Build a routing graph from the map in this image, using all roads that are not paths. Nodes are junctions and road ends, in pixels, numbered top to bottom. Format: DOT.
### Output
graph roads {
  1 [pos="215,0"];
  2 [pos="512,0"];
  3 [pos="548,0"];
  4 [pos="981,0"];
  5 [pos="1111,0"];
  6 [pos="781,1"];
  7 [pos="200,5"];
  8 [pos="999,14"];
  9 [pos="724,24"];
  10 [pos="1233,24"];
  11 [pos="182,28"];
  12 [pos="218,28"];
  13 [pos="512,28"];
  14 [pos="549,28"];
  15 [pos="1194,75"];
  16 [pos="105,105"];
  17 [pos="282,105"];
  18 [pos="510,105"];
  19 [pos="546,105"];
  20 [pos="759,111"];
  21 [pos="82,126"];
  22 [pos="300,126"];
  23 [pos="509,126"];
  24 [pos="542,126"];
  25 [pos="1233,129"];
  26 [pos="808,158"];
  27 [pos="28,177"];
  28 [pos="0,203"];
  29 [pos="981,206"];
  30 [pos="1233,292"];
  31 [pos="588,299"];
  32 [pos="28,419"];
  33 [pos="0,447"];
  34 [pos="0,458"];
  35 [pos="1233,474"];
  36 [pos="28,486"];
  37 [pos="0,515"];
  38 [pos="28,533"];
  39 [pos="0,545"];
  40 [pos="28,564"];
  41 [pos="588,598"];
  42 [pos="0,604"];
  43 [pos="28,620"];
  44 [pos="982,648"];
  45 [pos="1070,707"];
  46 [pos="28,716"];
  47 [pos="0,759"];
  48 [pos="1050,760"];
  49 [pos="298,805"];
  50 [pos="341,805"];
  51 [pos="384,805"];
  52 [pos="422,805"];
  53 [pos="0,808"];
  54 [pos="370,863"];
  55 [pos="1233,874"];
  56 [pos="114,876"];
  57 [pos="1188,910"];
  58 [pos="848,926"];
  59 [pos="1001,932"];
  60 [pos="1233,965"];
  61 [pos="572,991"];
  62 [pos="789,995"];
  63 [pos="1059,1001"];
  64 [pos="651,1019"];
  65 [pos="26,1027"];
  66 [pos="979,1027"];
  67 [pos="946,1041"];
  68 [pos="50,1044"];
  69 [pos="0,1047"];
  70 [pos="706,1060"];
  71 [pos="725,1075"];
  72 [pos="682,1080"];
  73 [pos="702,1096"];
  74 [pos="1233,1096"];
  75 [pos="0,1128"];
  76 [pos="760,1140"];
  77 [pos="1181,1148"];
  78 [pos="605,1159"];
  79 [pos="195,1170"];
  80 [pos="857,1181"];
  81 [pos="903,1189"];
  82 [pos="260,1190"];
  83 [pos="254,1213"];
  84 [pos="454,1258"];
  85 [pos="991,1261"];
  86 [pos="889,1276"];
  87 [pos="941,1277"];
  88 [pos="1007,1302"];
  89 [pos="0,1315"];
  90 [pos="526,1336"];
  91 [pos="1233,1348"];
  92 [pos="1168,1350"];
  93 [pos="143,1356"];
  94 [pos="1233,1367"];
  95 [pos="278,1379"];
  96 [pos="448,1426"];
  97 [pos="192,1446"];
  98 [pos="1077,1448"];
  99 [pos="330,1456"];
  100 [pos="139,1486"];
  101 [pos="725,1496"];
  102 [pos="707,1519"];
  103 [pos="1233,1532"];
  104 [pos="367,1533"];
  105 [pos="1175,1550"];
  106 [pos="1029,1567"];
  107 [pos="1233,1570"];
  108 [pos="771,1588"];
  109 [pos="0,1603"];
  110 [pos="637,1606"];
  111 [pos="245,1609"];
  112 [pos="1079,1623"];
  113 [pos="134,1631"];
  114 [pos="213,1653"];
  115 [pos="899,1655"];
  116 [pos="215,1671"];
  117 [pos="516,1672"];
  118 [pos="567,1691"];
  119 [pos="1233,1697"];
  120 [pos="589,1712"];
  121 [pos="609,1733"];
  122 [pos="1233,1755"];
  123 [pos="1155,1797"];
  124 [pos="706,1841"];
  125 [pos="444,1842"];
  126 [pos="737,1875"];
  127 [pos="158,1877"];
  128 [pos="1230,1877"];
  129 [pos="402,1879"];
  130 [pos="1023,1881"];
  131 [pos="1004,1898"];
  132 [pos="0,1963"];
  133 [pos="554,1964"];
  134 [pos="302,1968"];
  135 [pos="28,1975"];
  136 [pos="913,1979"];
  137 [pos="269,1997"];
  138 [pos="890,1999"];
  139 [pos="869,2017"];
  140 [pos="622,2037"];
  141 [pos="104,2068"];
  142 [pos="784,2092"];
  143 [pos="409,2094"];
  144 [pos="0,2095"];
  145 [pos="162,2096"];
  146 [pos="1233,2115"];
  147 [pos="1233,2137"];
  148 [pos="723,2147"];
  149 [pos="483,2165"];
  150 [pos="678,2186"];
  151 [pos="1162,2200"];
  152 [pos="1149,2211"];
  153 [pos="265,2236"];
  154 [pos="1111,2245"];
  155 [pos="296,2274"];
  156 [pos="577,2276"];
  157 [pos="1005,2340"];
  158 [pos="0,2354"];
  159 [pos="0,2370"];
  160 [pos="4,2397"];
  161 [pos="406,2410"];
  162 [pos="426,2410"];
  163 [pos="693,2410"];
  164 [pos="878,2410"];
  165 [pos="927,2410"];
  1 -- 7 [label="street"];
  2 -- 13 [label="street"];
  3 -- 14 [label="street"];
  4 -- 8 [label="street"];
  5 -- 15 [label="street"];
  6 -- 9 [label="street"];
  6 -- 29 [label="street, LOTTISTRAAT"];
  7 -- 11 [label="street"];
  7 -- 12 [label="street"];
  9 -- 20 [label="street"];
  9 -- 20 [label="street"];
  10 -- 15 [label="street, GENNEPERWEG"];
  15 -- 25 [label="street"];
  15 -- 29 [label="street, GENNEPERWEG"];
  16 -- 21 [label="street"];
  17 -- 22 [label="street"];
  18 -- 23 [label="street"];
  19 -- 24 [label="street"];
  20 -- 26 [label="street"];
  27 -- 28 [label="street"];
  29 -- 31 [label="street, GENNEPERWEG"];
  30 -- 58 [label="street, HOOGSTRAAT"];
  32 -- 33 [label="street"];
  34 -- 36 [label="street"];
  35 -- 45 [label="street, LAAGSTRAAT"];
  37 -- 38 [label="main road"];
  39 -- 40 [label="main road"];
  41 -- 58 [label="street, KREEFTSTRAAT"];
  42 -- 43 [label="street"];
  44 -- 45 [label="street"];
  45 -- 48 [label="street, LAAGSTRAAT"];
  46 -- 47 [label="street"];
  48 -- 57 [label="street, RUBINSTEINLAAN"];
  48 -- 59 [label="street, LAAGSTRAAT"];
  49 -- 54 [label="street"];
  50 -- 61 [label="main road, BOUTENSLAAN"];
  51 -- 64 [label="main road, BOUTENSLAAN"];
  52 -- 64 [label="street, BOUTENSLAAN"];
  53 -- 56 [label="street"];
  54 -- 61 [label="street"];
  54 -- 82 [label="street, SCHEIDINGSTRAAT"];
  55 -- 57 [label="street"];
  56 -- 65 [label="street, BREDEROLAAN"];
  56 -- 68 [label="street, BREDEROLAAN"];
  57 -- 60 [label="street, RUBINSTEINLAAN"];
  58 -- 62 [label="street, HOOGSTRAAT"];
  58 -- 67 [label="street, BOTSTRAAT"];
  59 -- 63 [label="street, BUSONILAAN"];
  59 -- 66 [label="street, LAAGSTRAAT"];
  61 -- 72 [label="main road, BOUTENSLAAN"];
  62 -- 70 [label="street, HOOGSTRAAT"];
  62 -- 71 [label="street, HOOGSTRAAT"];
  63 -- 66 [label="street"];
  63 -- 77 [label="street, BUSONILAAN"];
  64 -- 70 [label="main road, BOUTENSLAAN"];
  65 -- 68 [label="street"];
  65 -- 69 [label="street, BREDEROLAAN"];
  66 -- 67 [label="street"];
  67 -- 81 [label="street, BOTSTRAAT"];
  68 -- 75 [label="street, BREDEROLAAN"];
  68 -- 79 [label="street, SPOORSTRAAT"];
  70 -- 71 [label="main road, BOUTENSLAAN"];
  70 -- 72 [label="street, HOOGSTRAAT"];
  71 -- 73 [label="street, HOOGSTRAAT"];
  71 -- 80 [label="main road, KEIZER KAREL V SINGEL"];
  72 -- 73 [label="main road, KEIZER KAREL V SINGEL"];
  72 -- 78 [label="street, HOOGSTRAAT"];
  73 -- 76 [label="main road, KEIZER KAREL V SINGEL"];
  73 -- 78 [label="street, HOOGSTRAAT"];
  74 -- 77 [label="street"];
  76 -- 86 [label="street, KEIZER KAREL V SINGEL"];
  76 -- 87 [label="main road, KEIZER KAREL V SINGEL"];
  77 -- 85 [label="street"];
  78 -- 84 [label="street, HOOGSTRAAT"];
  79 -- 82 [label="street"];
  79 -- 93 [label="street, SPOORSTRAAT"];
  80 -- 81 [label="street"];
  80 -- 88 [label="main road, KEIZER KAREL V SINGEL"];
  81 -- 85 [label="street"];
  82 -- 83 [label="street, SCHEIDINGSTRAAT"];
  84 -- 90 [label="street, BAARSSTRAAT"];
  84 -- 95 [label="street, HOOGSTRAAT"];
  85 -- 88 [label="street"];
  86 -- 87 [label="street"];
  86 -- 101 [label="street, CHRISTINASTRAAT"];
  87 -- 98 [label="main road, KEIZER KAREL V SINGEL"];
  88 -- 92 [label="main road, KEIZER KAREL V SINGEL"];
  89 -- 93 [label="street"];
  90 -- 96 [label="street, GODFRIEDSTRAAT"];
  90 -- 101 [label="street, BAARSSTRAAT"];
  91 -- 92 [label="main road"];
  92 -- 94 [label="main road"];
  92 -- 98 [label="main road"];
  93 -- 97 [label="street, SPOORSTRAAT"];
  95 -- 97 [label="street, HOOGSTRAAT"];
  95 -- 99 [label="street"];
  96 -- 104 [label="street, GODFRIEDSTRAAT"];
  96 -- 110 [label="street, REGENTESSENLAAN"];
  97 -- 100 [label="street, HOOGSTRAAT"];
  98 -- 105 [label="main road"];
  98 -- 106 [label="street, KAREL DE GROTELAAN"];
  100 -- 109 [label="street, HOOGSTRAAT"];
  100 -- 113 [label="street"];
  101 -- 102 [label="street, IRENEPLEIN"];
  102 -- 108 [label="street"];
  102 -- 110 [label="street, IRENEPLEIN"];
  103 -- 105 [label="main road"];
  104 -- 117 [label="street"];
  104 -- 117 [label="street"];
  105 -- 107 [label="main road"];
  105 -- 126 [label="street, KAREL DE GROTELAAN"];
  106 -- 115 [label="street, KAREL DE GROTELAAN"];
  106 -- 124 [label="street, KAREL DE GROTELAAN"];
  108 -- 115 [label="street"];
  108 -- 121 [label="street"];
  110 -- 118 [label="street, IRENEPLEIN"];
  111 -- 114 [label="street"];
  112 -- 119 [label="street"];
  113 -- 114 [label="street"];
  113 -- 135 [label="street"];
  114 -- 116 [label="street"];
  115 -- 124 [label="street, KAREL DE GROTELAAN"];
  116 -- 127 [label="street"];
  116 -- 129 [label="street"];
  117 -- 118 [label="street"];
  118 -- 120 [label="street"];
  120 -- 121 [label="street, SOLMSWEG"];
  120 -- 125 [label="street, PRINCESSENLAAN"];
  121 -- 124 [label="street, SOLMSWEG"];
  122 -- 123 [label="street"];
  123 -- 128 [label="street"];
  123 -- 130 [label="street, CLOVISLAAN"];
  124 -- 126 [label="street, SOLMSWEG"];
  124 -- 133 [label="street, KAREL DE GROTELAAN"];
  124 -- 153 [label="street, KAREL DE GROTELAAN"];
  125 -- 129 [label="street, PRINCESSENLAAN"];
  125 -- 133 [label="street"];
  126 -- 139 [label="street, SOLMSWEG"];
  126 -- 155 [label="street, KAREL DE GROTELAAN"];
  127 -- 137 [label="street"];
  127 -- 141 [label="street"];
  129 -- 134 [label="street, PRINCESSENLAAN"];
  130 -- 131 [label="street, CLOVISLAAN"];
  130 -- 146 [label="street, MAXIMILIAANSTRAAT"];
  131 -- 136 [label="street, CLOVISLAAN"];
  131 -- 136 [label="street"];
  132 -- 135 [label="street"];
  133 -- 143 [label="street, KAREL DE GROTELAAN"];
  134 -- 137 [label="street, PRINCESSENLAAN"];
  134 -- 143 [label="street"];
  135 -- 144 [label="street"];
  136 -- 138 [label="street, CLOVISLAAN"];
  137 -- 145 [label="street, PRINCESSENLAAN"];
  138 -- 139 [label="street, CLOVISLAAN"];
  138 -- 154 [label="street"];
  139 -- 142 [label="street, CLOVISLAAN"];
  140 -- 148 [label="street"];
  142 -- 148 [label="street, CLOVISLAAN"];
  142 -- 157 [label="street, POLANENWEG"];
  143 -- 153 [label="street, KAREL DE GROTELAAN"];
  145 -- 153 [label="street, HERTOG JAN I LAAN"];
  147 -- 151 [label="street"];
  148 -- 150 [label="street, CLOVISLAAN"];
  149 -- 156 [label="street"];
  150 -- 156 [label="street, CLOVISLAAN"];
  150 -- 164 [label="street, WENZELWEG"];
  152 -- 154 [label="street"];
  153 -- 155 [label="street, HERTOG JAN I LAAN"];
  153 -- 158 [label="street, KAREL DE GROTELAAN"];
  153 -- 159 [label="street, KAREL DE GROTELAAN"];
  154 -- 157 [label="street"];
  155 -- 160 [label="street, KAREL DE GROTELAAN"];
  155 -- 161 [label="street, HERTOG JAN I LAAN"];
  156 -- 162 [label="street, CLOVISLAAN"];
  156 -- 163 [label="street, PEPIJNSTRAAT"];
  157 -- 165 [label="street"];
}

WHAT THIS TASK INVOLVES: Using the listing, say how many lines include the word "BOUTENSLAAN", and add nothing else.

TASK ANSWER: 6